• **PROVIDED INFORMATION**
* * * * * * *

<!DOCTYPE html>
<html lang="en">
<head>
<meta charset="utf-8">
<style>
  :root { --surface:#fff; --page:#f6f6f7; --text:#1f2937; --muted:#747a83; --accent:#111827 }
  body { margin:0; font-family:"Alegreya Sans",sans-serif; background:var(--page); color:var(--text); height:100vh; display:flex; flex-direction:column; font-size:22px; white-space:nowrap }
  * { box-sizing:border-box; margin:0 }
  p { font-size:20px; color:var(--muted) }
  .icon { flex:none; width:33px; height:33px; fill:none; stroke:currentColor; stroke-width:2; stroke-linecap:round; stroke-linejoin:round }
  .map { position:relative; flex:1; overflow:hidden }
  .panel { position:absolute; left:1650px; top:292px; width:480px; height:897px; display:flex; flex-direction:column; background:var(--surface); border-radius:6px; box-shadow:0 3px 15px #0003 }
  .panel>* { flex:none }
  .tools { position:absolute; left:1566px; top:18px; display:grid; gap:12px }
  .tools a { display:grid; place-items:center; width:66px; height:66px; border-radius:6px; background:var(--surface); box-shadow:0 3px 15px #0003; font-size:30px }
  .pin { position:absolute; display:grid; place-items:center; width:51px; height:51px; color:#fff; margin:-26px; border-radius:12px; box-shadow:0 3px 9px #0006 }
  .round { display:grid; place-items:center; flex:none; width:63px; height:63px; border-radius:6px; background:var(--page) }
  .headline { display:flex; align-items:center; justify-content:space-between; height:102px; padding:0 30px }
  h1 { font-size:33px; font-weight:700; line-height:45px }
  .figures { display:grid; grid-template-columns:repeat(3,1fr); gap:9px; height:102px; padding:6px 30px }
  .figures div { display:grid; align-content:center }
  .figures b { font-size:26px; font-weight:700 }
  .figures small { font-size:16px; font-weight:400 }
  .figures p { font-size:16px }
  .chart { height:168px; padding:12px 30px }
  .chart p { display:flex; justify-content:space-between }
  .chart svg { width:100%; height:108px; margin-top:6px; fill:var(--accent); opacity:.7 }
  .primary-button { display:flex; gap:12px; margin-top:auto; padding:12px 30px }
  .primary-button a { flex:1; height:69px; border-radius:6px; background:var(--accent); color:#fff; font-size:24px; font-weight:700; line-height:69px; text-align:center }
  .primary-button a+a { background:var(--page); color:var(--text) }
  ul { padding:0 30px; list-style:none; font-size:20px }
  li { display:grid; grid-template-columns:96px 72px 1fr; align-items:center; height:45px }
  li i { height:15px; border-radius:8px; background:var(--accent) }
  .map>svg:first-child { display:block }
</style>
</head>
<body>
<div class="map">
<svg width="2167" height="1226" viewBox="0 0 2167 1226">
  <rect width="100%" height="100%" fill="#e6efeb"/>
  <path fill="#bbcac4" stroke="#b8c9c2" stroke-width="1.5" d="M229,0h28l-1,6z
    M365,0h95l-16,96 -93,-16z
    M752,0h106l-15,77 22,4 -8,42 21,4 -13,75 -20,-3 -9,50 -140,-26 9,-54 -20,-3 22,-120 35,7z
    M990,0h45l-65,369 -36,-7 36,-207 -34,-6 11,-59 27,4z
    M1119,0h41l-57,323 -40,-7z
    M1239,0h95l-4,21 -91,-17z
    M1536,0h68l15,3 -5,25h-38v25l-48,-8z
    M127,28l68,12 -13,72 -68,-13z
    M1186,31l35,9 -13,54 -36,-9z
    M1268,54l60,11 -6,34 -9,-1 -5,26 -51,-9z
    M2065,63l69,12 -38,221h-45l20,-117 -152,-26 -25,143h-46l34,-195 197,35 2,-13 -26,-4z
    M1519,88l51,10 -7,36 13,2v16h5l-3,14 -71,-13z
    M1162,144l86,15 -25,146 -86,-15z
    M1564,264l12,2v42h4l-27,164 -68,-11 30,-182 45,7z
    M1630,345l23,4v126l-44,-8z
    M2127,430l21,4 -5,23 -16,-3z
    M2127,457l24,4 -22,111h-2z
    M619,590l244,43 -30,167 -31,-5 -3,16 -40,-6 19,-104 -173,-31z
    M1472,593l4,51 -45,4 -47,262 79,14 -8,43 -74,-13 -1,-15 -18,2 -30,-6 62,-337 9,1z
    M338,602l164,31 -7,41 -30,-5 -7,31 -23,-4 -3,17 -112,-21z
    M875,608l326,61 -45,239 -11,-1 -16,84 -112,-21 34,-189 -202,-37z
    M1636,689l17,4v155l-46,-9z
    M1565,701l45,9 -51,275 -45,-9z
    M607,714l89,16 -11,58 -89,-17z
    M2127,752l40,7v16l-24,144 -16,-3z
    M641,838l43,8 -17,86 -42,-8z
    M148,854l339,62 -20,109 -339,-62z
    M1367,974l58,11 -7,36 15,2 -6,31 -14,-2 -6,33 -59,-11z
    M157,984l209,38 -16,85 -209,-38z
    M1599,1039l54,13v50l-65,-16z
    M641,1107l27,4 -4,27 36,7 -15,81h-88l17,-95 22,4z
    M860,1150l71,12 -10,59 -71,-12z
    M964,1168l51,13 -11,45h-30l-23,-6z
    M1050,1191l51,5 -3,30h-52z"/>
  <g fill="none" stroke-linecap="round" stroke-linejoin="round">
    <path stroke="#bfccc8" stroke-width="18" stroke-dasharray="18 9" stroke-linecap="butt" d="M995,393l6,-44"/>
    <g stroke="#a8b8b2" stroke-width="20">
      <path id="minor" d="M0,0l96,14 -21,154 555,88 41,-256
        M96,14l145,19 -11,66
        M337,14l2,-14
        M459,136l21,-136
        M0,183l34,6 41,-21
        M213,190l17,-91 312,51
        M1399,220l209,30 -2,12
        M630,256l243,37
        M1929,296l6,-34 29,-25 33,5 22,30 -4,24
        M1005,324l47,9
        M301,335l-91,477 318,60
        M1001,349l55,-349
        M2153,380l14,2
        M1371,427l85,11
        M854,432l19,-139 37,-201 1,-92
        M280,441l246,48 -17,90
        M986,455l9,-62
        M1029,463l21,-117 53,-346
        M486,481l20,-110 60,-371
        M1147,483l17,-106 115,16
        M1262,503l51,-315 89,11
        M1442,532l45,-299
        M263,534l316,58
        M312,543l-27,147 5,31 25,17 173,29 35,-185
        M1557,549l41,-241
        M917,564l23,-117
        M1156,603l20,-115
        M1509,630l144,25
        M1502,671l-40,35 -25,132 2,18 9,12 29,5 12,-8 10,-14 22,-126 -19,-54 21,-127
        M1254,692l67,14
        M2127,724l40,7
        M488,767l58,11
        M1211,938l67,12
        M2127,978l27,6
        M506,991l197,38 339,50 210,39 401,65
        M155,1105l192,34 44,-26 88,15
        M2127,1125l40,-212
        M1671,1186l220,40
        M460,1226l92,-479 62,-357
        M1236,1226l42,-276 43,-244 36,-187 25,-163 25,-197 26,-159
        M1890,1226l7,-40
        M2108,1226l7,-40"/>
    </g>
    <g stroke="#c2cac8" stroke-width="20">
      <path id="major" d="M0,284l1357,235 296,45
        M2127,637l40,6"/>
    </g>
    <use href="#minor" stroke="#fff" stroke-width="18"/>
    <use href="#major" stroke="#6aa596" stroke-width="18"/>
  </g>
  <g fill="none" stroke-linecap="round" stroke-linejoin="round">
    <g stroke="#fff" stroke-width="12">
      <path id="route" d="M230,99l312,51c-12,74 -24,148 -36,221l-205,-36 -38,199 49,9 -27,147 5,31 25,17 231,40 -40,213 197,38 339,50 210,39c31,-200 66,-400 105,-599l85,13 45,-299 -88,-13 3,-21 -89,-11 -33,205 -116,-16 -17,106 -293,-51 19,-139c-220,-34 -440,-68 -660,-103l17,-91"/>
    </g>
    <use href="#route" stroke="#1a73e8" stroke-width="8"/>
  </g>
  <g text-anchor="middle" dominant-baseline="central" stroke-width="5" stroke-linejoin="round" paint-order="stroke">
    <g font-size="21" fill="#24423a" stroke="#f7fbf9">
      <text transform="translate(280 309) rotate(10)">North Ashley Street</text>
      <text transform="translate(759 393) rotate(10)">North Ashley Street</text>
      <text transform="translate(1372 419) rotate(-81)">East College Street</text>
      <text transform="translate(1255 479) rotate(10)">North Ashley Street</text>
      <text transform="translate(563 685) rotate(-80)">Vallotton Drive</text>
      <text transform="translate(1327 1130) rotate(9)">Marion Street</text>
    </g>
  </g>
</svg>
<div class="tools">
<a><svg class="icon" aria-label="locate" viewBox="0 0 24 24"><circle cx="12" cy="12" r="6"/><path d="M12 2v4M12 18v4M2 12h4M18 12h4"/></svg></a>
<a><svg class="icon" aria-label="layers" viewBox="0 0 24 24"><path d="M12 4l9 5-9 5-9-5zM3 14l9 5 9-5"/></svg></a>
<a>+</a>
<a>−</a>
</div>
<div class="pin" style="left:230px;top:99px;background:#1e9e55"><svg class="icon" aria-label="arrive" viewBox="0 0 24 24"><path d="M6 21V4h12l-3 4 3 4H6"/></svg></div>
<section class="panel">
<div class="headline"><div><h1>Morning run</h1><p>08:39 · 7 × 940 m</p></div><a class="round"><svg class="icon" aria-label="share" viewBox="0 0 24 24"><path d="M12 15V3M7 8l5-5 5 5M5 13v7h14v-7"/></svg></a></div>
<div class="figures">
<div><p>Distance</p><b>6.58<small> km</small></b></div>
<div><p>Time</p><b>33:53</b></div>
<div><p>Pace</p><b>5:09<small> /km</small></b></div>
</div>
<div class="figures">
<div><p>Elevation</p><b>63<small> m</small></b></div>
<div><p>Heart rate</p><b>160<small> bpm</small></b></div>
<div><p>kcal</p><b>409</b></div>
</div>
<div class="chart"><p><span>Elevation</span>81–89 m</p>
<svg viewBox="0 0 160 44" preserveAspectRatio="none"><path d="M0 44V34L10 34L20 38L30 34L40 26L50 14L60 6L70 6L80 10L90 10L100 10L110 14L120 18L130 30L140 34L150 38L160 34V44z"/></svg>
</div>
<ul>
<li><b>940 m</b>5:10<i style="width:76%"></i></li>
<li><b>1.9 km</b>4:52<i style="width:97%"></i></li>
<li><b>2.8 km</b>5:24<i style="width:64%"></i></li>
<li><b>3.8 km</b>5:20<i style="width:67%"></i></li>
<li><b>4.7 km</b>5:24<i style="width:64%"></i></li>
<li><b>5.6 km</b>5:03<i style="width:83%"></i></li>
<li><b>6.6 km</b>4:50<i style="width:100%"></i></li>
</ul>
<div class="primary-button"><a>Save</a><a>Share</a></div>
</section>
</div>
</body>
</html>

* * * * * * *

Every line containing the word "tools" should be copied from the material.

• **RESPONSE TO THE EXERCISE**
  .tools { position:absolute; left:1566px; top:18px; display:grid; gap:12px }
  .tools a { display:grid; place-items:center; width:66px; height:66px; border-radius:6px; background:var(--surface); box-shadow:0 3px 15px #0003; font-size:30px }
<div class="tools">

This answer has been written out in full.